The whole listing, from first line to last: copy it exactly.

····················

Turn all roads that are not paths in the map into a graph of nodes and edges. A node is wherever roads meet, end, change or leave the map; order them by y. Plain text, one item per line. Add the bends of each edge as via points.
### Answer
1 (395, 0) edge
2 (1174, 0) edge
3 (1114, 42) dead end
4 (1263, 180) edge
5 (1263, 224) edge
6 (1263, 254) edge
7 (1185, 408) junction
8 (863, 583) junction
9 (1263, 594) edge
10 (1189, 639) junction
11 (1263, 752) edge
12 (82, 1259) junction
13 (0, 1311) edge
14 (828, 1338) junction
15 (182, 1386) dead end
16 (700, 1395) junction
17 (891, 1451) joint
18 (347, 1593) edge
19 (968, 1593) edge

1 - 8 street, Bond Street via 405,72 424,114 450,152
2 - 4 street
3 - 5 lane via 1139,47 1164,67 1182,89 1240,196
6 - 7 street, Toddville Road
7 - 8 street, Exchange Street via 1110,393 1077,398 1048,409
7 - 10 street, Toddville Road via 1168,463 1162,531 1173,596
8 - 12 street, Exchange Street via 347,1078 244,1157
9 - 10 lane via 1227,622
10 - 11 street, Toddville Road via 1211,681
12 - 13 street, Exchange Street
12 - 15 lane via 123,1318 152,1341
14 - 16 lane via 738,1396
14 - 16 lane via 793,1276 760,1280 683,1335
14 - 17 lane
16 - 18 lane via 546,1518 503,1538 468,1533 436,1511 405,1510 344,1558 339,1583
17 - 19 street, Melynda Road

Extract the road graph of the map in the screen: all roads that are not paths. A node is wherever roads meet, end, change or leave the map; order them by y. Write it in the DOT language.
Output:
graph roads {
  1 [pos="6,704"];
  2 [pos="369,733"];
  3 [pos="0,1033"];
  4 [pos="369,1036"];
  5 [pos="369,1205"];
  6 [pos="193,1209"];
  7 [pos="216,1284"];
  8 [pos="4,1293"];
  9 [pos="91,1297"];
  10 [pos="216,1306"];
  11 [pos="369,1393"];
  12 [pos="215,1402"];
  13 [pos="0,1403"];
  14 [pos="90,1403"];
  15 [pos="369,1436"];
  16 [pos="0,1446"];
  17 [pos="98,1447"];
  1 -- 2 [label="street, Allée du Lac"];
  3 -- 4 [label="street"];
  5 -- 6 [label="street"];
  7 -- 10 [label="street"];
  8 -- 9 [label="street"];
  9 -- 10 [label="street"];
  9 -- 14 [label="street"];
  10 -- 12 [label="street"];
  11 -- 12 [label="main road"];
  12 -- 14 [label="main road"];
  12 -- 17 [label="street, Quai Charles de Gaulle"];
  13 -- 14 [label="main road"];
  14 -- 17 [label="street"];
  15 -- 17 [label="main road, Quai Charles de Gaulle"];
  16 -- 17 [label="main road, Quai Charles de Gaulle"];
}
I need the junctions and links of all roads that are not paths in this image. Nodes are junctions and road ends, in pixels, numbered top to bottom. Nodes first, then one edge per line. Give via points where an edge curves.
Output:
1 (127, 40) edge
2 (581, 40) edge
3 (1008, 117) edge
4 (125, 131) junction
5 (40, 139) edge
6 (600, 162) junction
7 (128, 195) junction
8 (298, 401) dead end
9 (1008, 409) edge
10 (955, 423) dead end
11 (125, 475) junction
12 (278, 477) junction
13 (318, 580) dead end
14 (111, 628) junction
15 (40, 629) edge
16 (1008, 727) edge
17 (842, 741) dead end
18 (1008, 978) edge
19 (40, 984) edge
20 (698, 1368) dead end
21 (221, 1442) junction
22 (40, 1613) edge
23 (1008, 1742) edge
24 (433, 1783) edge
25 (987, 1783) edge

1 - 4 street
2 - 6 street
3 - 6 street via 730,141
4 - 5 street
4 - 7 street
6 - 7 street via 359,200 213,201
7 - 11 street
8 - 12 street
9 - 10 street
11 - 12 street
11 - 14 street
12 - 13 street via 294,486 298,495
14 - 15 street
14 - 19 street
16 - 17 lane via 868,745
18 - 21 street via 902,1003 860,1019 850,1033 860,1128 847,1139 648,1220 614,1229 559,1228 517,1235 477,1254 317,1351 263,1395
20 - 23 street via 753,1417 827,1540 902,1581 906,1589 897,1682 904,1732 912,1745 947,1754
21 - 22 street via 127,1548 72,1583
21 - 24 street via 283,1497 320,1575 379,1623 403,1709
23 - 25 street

····················

RESPONSE TO THIS TASK:
Turn all roads that are not paths in the map into a graph of nodes and edges. A node is wherever roads meet, end, change or leave the map; order them by y. Plain text, one item per line. Add the bends of each edge as via points.
### Answer
1 (395, 0) edge
2 (1174, 0) edge
3 (1114, 42) dead end
4 (1263, 180) edge
5 (1263, 224) edge
6 (1263, 254) edge
7 (1185, 408) junction
8 (863, 583) junction
9 (1263, 594) edge
10 (1189, 639) junction
11 (1263, 752) edge
12 (82, 1259) junction
13 (0, 1311) edge
14 (828, 1338) junction
15 (182, 1386) dead end
16 (700, 1395) junction
17 (891, 1451) joint
18 (347, 1593) edge
19 (968, 1593) edge

1 - 8 street, Bond Street via 405,72 424,114 450,152
2 - 4 street
3 - 5 lane via 1139,47 1164,67 1182,89 1240,196
6 - 7 street, Toddville Road
7 - 8 street, Exchange Street via 1110,393 1077,398 1048,409
7 - 10 street, Toddville Road via 1168,463 1162,531 1173,596
8 - 12 street, Exchange Street via 347,1078 244,1157
9 - 10 lane via 1227,622
10 - 11 street, Toddville Road via 1211,681
12 - 13 street, Exchange Street
12 - 15 lane via 123,1318 152,1341
14 - 16 lane via 738,1396
14 - 16 lane via 793,1276 760,1280 683,1335
14 - 17 lane
16 - 18 lane via 546,1518 503,1538 468,1533 436,1511 405,1510 344,1558 339,1583
17 - 19 street, Melynda Road

Extract the road graph of the map in the screen: all roads that are not paths. A node is wherever roads meet, end, change or leave the map; order them by y. Write it in the DOT language.
Output:
graph roads {
  1 [pos="6,704"];
  2 [pos="369,733"];
  3 [pos="0,1033"];
  4 [pos="369,1036"];
  5 [pos="369,1205"];
  6 [pos="193,1209"];
  7 [pos="216,1284"];
  8 [pos="4,1293"];
  9 [pos="91,1297"];
  10 [pos="216,1306"];
  11 [pos="369,1393"];
  12 [pos="215,1402"];
  13 [pos="0,1403"];
  14 [pos="90,1403"];
  15 [pos="369,1436"];
  16 [pos="0,1446"];
  17 [pos="98,1447"];
  1 -- 2 [label="street, Allée du Lac"];
  3 -- 4 [label="street"];
  5 -- 6 [label="street"];
  7 -- 10 [label="street"];
  8 -- 9 [label="street"];
  9 -- 10 [label="street"];
  9 -- 14 [label="street"];
  10 -- 12 [label="street"];
  11 -- 12 [label="main road"];
  12 -- 14 [label="main road"];
  12 -- 17 [label="street, Quai Charles de Gaulle"];
  13 -- 14 [label="main road"];
  14 -- 17 [label="street"];
  15 -- 17 [label="main road, Quai Charles de Gaulle"];
  16 -- 17 [label="main road, Quai Charles de Gaulle"];
}
I need the junctions and links of all roads that are not paths in this image. Nodes are junctions and road ends, in pixels, numbered top to bottom. Nodes first, then one edge per line. Give via points where an edge curves.
Output:
1 (127, 40) edge
2 (581, 40) edge
3 (1008, 117) edge
4 (125, 131) junction
5 (40, 139) edge
6 (600, 162) junction
7 (128, 195) junction
8 (298, 401) dead end
9 (1008, 409) edge
10 (955, 423) dead end
11 (125, 475) junction
12 (278, 477) junction
13 (318, 580) dead end
14 (111, 628) junction
15 (40, 629) edge
16 (1008, 727) edge
17 (842, 741) dead end
18 (1008, 978) edge
19 (40, 984) edge
20 (698, 1368) dead end
21 (221, 1442) junction
22 (40, 1613) edge
23 (1008, 1742) edge
24 (433, 1783) edge
25 (987, 1783) edge

1 - 4 street
2 - 6 street
3 - 6 street via 730,141
4 - 5 street
4 - 7 street
6 - 7 street via 359,200 213,201
7 - 11 street
8 - 12 street
9 - 10 street
11 - 12 street
11 - 14 street
12 - 13 street via 294,486 298,495
14 - 15 street
14 - 19 street
16 - 17 lane via 868,745
18 - 21 street via 902,1003 860,1019 850,1033 860,1128 847,1139 648,1220 614,1229 559,1228 517,1235 477,1254 317,1351 263,1395
20 - 23 street via 753,1417 827,1540 902,1581 906,1589 897,1682 904,1732 912,1745 947,1754
21 - 22 street via 127,1548 72,1583
21 - 24 street via 283,1497 320,1575 379,1623 403,1709
23 - 25 street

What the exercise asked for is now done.